Tous les détails que nous venons de donner sont tirés des pièces officielles qui se trouvent dans le vo lume que nous annonçons. Ils sont, par conséquent, authentiques et certains. Dans un autre article, nous raconterons l'enlèvement du Pape et son voyage à Savone, et nous parlerons de la Correspondance et des pièces intéressantes qu'elle renferme.

NOUVELLES ECCLÉSIASTIQUES.

Le 31 mars, jour de l'arrivée du souverain Pontife à Bologne, le roi de Naples, qui se trouvoit dans cette ville, alla faire visite à S. S., qui la lui rendit quelques instans

après. Le 4 avril, le prince adressa au saint Père la lettre suivante :

« Très-saint Père, je me suis réjoui, avec tous les fidèles, du retour de V. S. en Italie, et j'ai ordonné des prières publiques dans toutes les églises de mon royaume, ainsi que dans toutes celles des pays occupés par mon armée, pour en rendre grâces au Très-Haut.

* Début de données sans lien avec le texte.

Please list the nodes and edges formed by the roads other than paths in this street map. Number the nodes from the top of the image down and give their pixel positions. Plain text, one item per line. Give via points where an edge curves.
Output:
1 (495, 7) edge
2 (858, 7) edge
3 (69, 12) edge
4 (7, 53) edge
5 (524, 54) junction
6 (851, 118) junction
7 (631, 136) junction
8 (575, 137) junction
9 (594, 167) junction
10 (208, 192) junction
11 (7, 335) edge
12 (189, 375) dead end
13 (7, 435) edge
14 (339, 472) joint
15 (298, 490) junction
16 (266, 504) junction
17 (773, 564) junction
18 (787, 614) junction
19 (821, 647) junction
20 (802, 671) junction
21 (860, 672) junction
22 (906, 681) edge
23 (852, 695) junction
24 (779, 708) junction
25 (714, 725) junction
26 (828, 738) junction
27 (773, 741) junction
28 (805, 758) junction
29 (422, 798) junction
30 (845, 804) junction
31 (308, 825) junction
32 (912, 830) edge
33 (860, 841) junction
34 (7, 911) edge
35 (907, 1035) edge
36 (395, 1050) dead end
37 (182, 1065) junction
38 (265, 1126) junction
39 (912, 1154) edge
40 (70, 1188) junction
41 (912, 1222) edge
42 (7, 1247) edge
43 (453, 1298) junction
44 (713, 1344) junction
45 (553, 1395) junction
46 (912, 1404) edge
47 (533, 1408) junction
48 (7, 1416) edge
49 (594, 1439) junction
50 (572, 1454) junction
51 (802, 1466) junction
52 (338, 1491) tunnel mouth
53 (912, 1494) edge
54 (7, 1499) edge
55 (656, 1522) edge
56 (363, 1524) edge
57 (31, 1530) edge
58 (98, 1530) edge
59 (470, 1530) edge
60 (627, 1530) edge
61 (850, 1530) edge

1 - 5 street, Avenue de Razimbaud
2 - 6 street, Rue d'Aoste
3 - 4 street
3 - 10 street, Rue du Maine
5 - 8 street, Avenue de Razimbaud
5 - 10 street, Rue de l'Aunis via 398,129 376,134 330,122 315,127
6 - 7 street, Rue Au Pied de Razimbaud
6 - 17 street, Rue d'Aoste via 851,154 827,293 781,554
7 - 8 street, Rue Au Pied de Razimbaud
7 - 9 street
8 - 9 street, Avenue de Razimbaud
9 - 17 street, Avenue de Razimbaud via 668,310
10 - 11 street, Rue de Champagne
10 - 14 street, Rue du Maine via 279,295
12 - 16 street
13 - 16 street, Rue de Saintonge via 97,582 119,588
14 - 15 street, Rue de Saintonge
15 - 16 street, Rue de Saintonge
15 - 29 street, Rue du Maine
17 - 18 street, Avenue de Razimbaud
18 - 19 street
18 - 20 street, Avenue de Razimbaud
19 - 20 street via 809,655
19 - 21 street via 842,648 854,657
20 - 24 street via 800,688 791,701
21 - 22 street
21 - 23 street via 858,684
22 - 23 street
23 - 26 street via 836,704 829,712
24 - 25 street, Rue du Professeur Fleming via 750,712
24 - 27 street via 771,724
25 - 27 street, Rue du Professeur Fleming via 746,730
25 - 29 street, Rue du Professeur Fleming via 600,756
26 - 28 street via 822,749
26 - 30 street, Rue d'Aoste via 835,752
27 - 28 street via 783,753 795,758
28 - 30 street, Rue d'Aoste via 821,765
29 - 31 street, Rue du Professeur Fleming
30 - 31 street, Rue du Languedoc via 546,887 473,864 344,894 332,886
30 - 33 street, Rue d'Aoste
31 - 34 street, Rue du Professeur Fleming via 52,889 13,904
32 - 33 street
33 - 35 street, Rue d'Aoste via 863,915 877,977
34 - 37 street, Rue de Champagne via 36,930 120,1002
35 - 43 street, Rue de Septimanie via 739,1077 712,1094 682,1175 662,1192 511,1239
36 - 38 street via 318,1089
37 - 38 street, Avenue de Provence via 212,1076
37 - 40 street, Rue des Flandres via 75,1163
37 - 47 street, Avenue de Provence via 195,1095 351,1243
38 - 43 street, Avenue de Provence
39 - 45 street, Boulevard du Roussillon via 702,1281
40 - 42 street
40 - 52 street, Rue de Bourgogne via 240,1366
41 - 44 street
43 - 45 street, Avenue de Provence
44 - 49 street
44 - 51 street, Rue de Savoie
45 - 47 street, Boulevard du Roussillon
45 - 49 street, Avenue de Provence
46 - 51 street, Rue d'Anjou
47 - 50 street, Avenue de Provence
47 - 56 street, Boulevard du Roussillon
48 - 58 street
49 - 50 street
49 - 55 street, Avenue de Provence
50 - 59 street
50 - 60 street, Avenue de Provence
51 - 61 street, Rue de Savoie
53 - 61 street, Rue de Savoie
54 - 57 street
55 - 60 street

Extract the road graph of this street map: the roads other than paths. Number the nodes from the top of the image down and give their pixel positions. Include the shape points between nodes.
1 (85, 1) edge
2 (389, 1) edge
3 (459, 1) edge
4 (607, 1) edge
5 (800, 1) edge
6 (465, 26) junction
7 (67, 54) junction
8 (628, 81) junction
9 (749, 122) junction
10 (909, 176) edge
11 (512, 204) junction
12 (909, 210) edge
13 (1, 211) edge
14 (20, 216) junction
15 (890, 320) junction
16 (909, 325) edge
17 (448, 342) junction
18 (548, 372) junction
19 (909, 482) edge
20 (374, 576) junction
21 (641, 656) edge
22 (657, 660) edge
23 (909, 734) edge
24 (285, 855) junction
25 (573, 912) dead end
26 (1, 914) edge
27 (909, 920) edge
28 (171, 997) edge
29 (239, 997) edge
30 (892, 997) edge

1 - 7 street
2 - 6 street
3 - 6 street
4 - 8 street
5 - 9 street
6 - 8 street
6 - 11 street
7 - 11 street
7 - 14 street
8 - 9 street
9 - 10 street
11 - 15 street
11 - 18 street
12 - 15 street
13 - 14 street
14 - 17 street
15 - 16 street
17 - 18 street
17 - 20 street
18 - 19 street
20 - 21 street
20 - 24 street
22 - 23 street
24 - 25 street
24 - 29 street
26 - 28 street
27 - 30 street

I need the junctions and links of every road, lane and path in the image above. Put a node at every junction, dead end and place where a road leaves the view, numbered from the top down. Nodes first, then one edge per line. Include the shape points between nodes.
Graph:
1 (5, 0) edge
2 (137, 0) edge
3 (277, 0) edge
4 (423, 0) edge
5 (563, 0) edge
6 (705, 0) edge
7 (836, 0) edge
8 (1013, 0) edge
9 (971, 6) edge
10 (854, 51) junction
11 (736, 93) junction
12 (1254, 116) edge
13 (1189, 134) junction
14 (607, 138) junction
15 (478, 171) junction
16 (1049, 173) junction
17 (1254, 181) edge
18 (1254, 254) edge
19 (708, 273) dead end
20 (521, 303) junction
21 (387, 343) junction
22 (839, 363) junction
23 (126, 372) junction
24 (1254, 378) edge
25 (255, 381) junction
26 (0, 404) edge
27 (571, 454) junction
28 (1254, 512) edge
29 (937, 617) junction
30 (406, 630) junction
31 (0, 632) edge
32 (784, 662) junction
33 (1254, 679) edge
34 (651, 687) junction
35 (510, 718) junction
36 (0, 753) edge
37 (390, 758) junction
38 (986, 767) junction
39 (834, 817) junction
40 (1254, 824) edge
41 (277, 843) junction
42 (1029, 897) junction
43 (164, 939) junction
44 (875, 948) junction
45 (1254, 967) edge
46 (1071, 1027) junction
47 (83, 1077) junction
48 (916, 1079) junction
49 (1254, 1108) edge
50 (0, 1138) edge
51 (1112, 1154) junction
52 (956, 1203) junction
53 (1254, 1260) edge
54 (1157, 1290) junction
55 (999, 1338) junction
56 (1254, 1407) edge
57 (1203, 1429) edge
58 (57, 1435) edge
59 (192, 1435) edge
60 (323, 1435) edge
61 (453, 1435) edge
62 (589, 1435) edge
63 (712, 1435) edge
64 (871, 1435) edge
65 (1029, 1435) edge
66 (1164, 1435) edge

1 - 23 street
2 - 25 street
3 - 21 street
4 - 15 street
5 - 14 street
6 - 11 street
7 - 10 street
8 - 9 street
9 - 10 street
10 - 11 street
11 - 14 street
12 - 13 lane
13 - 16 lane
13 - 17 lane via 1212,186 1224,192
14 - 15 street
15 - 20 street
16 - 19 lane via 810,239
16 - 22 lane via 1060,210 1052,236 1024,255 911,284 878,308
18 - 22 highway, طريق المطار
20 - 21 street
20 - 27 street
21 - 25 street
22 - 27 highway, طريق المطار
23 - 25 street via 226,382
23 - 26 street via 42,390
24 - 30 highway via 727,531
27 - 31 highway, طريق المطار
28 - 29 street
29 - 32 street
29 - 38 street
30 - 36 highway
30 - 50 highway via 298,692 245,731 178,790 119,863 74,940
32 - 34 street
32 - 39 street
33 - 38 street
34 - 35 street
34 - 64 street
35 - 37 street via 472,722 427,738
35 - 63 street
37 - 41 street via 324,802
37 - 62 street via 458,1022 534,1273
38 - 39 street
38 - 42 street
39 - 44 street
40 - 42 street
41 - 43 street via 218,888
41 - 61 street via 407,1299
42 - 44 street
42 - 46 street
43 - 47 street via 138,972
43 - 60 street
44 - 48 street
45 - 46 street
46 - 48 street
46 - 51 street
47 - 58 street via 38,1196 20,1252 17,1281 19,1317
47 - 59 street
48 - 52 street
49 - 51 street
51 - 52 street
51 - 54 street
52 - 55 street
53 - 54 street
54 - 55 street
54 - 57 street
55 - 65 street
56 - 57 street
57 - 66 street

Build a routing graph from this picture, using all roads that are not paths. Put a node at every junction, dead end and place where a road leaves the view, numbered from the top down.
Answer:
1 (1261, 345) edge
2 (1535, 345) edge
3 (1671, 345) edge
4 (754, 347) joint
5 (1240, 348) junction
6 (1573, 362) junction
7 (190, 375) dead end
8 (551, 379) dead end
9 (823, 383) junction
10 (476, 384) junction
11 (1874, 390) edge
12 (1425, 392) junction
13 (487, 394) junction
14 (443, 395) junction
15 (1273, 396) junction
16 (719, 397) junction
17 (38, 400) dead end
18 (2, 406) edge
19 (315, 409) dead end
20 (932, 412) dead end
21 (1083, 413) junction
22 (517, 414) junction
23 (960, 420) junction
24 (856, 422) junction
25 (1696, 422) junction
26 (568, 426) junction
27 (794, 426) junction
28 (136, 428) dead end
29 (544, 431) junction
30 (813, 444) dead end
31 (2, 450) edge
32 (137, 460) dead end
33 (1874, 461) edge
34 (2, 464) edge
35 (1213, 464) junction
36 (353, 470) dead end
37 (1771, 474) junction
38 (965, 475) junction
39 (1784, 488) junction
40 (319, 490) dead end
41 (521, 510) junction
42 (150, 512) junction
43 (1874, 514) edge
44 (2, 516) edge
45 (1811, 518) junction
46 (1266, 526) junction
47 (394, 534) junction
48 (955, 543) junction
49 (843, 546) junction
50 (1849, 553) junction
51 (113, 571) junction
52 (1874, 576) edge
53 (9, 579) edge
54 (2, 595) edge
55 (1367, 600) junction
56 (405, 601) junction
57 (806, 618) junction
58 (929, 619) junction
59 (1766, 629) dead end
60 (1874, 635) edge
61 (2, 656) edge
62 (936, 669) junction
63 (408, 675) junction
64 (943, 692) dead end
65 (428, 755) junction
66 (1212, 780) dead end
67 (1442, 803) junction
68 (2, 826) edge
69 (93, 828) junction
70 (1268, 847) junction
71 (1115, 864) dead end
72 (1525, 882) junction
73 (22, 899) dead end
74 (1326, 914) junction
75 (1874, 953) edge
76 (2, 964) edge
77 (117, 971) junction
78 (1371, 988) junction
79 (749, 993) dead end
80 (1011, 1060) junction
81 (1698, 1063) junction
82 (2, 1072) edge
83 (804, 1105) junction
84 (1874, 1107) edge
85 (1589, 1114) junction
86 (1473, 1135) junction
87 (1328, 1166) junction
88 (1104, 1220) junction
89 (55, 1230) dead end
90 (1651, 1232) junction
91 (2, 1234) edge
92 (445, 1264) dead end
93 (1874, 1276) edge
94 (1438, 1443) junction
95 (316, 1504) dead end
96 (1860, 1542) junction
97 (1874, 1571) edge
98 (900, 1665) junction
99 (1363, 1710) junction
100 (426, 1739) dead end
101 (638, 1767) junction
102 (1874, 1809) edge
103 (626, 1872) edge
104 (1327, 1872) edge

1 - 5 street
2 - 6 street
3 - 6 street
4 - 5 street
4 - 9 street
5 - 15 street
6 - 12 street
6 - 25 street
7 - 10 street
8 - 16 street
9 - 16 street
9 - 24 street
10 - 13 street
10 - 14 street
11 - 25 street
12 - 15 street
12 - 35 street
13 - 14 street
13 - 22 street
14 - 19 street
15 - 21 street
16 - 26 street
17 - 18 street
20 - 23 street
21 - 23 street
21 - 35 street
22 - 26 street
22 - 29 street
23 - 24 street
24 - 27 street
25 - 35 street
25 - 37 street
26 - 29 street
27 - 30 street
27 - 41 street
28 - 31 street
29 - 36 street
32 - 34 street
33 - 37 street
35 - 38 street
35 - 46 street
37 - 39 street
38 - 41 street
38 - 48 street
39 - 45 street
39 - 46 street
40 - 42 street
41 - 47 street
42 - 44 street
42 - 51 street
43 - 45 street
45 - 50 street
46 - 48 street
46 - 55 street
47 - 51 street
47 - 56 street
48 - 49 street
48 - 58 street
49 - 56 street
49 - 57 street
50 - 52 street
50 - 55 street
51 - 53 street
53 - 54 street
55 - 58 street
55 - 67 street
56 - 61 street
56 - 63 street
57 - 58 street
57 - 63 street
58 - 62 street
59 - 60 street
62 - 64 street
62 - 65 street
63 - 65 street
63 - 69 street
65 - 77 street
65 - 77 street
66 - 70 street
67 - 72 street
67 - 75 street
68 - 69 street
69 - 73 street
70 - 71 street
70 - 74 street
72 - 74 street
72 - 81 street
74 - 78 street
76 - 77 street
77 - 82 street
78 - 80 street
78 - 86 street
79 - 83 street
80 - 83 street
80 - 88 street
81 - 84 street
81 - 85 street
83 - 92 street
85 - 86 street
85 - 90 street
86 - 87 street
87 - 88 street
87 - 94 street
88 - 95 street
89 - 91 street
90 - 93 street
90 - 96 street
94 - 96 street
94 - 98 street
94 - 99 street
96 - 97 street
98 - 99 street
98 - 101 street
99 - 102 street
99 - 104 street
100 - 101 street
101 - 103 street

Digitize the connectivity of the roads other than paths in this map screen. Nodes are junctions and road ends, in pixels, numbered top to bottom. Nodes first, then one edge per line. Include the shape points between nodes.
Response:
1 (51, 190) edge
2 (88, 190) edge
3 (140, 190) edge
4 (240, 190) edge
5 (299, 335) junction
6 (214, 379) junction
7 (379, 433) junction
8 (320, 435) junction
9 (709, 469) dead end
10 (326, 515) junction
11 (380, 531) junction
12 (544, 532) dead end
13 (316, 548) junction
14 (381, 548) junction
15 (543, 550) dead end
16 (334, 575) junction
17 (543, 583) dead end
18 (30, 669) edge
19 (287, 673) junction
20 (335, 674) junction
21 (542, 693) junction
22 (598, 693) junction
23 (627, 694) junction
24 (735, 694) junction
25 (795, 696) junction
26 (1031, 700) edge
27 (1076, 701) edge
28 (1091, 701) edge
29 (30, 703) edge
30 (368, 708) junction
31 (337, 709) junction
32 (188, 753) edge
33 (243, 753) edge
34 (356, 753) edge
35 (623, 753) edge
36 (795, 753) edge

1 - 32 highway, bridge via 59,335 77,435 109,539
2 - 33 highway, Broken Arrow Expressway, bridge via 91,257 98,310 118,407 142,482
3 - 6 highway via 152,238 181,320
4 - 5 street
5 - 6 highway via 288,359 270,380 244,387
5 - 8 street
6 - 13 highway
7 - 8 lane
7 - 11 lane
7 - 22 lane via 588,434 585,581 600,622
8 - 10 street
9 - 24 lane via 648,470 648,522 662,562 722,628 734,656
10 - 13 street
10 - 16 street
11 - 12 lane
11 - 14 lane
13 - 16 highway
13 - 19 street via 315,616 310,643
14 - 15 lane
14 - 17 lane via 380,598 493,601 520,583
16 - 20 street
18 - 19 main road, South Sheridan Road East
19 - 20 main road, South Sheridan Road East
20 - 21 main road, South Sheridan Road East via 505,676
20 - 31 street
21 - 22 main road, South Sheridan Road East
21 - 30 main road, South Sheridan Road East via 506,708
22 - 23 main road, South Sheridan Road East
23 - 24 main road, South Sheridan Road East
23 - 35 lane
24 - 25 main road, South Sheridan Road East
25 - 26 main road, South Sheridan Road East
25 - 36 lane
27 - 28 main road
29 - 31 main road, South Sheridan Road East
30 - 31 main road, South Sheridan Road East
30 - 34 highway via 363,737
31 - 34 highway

» Mon désir est de voir bientôt le chef de l'Eglise reprendre, dans la capitale de la chrétienté, et ses honneurs, et l'exercice d'un pouvoir si nécessaire au bonheur du monde.

>> Le sort des armes m'ayant rendu maître des Etats que vous possédiez lorsque vous fûtes forcé de quitter Rome, je ne balance pas à les remettre sous votre autorité, renonçant en votre faveur à tous mes droits de conquête sur ces pays.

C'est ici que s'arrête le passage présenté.